- Margaret Thatcher's death leaves a void in the Western world. Deep down, I consider myself a Thatcherite -- maybe just as much as I think of myself as a small-government conservative (or small-L libertarian). I was born in the late 1970s, and I have a picture or two of Thatcher in my house (along with a Barry Goldwater bobblehead) to remind me of the world in which I was born. It was a time of domestic economic weakness, and there was a looming threat of nuclear war with our Soviet counterparts. We're engaged, unfortunately, in a perpetual intellectual war between those who are happy telling others what to do and those who would rather take the chance on human potential. Some people would like to let someone else make all of the tough decisions; maybe we should encourage them to find some co-ops or private businesses that would give them the option.
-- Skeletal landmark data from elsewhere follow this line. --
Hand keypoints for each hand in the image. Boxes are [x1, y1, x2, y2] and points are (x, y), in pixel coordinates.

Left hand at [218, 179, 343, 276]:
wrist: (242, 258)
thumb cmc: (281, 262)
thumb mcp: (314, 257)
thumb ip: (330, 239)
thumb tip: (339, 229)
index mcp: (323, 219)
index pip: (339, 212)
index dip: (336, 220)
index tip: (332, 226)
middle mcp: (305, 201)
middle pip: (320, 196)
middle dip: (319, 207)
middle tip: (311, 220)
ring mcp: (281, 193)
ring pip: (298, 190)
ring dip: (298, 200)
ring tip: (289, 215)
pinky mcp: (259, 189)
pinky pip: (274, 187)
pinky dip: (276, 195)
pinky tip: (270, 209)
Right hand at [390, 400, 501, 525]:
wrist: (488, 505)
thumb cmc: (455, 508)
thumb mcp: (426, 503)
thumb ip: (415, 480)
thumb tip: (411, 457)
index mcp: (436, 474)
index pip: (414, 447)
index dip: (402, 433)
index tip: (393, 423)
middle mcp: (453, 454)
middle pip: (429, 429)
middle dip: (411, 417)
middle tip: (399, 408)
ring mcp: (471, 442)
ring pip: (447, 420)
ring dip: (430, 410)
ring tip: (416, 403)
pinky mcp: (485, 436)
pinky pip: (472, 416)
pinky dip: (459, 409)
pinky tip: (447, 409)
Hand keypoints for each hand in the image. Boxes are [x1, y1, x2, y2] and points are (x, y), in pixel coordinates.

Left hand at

- The President's budget proposal released this week was almost spectacular in its fantastic assumptions. Growth rates we haven't seen in decades are a necessary assumption to achieve the kind of deficit reductions they propose. The US economy grew in the 4% range through the 1950s and 60s, fell to the 3% range in the 1970s, 80s, and 90s, and then dropped to the 2% range between 2000 and 2010. So when the White House assumes after-inflation growth rates of 2.5% to 4% for the next five or six years ahead, we have to ask whether they're not deliberately drinking some funky Kool-Aid. I just had my annual meeting with my accountant. Based on my tax liability, I feel like there are a lot of people in a wagon, and I'm pulling it.
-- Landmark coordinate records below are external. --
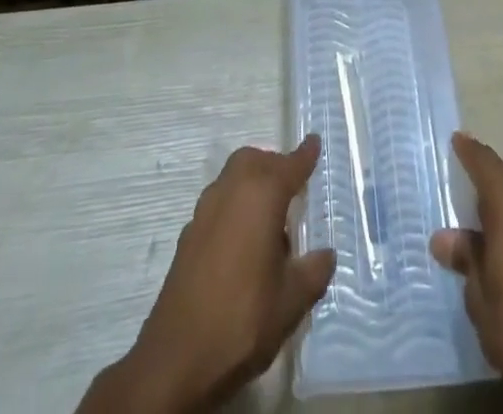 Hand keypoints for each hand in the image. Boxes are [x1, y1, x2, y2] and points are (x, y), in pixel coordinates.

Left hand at [79, 135, 334, 413]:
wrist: (177, 359)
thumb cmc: (243, 320)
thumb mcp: (292, 301)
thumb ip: (314, 271)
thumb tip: (325, 254)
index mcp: (261, 195)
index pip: (289, 165)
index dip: (305, 155)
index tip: (314, 142)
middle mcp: (231, 191)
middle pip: (255, 161)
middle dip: (274, 166)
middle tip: (293, 188)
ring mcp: (204, 212)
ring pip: (233, 178)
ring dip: (252, 185)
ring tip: (270, 221)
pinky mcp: (188, 236)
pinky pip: (218, 204)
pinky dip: (234, 208)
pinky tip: (243, 245) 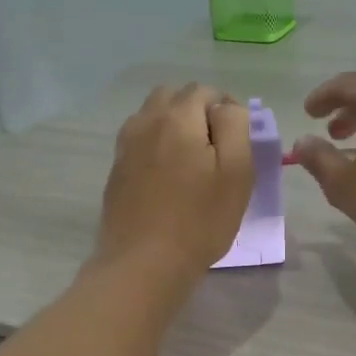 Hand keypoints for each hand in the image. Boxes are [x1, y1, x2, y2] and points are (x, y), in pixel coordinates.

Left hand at [94, 84, 253, 285]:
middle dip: (197, 111)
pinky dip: (157, 146)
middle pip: (174, 97)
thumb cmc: (199, 220)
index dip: (227, 108)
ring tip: (192, 161)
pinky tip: (168, 177)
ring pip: (152, 117)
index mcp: (178, 117)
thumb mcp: (236, 172)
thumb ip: (235, 128)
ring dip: (174, 126)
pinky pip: (139, 142)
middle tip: (216, 147)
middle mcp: (146, 122)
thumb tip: (226, 108)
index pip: (205, 91)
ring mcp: (126, 146)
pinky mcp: (116, 171)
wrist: (143, 263)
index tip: (239, 138) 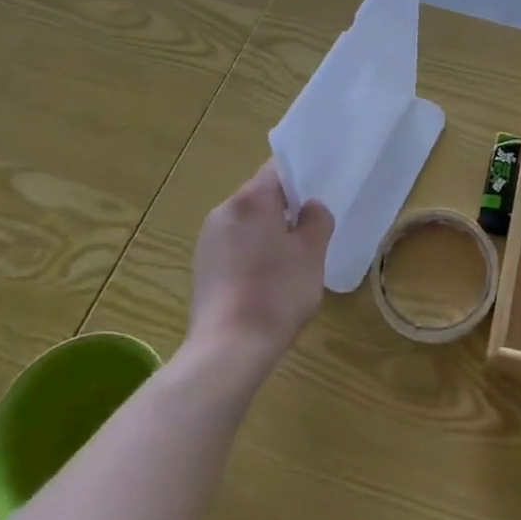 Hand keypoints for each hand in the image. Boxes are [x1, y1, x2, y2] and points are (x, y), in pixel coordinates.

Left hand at [187, 161, 333, 372]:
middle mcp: (224, 211)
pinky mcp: (201, 267)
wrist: (227, 350)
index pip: (278, 169)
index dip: (301, 176)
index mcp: (251, 199)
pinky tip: (266, 280)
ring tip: (290, 259)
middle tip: (310, 230)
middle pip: (260, 196)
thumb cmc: (276, 294)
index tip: (319, 192)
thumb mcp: (312, 253)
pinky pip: (234, 246)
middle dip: (285, 208)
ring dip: (267, 232)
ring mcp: (207, 240)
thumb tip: (309, 208)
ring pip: (246, 222)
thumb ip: (316, 220)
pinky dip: (251, 252) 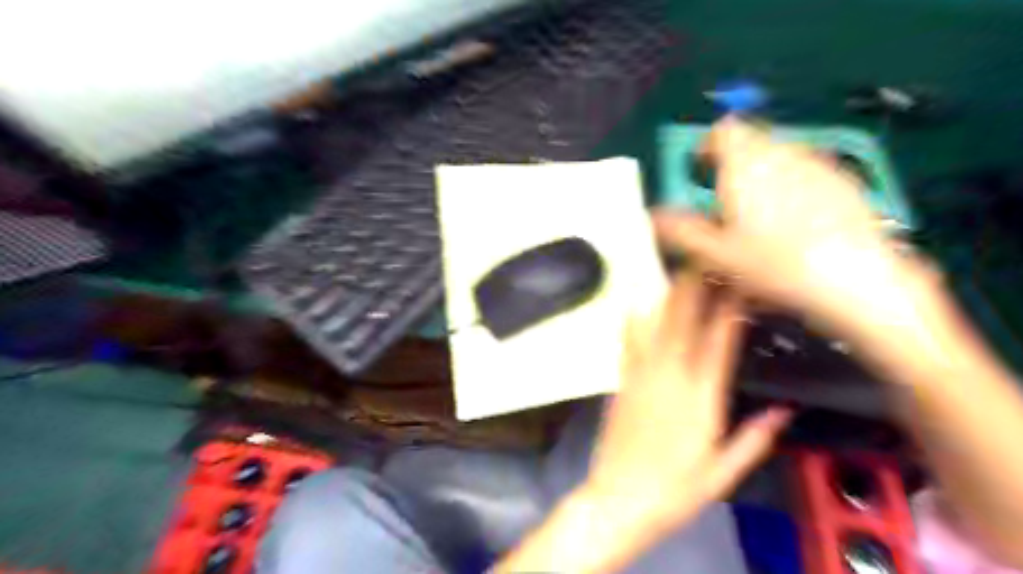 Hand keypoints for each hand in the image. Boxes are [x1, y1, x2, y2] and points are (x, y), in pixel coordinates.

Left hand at [496, 269, 789, 572]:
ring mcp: (642, 376)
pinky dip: (634, 321)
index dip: (729, 308)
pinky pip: (629, 343)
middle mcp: (671, 378)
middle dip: (696, 287)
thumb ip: (754, 438)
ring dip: (668, 296)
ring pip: (656, 326)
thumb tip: (785, 410)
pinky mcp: (622, 382)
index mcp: (702, 399)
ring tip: (678, 269)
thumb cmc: (676, 490)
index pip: (719, 342)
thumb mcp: (723, 472)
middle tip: (705, 257)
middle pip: (685, 323)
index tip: (738, 280)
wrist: (620, 500)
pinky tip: (636, 302)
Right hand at [660, 114, 936, 343]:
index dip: (708, 146)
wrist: (856, 279)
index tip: (700, 171)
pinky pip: (808, 172)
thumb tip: (653, 216)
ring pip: (780, 157)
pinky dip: (794, 186)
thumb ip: (680, 230)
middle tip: (725, 204)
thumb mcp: (716, 253)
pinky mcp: (845, 181)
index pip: (724, 130)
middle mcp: (782, 154)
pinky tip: (798, 224)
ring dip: (763, 175)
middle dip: (734, 165)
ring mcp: (818, 164)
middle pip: (752, 142)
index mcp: (745, 165)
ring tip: (760, 217)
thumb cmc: (775, 264) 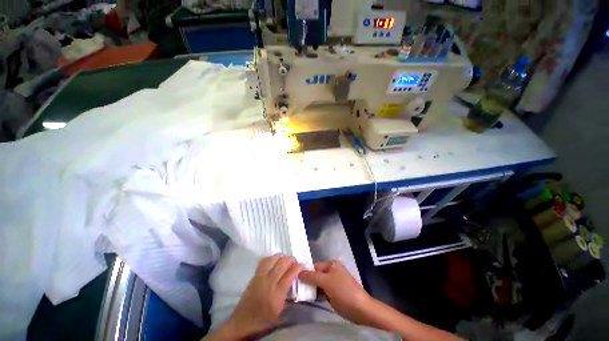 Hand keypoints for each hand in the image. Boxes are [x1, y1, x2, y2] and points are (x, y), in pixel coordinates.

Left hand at [211, 255, 299, 339]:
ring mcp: (261, 277)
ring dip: (281, 257)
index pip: (290, 274)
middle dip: (291, 259)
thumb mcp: (279, 311)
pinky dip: (271, 258)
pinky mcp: (255, 275)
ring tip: (285, 259)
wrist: (243, 321)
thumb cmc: (263, 319)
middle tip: (294, 262)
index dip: (297, 267)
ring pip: (273, 259)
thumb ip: (287, 295)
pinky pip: (264, 261)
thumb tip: (293, 280)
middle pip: (283, 263)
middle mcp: (269, 282)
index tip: (301, 266)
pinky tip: (274, 260)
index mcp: (277, 294)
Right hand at [299, 261, 372, 323]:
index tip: (294, 277)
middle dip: (306, 280)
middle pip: (315, 275)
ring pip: (317, 284)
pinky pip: (321, 292)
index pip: (315, 266)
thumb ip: (312, 276)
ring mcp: (332, 283)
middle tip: (295, 287)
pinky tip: (307, 297)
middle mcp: (331, 272)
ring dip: (310, 288)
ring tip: (298, 293)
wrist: (359, 308)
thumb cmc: (343, 291)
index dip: (305, 271)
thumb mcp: (327, 281)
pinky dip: (315, 294)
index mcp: (331, 265)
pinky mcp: (332, 293)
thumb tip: (299, 272) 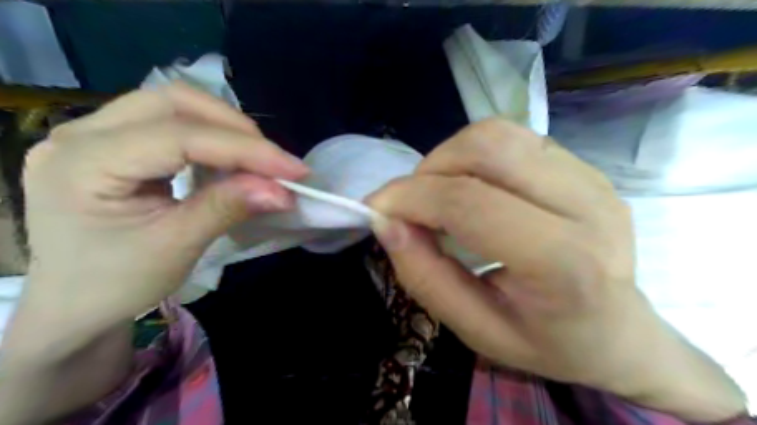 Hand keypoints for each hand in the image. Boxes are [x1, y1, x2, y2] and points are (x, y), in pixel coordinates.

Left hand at [6, 82, 305, 362]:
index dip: (246, 150)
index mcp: (83, 163)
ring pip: (175, 105)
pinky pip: (172, 123)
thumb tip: (282, 190)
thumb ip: (228, 208)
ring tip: (258, 162)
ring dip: (226, 129)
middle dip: (236, 129)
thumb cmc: (116, 283)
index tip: (294, 169)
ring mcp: (95, 132)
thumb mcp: (176, 247)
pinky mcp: (115, 142)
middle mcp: (82, 133)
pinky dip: (212, 138)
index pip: (180, 136)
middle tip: (274, 163)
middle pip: (175, 102)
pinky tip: (230, 162)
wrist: (75, 303)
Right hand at [371, 118, 746, 419]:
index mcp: (562, 262)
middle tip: (412, 205)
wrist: (619, 333)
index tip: (377, 208)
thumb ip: (425, 277)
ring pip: (498, 134)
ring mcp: (591, 178)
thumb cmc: (547, 341)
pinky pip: (514, 139)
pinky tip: (475, 189)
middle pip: (486, 147)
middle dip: (429, 169)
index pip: (468, 202)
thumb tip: (386, 223)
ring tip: (440, 195)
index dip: (410, 197)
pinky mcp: (585, 167)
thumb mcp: (475, 328)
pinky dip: (476, 157)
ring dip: (450, 158)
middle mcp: (585, 205)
- The personal savings rate is back down to near-zero again. That's not good. The way we choose to treat capital right now -- socially and politically -- isn't the way to succeed in the long run. And we have to wonder whether the social and political environment isn't contributing to this frightening degree of under-saving.
- Newspapers have personalities, expressed mainly in the editorial pages, but also in the news they cover. So it'll be interesting to see who ends up owning the Chicago Tribune, which aside from the Wall Street Journal, is perhaps America's most prominent pro-business daily newspaper. The Koch brothers are reportedly looking into buying it.
- Wages in East Asia are on the rise.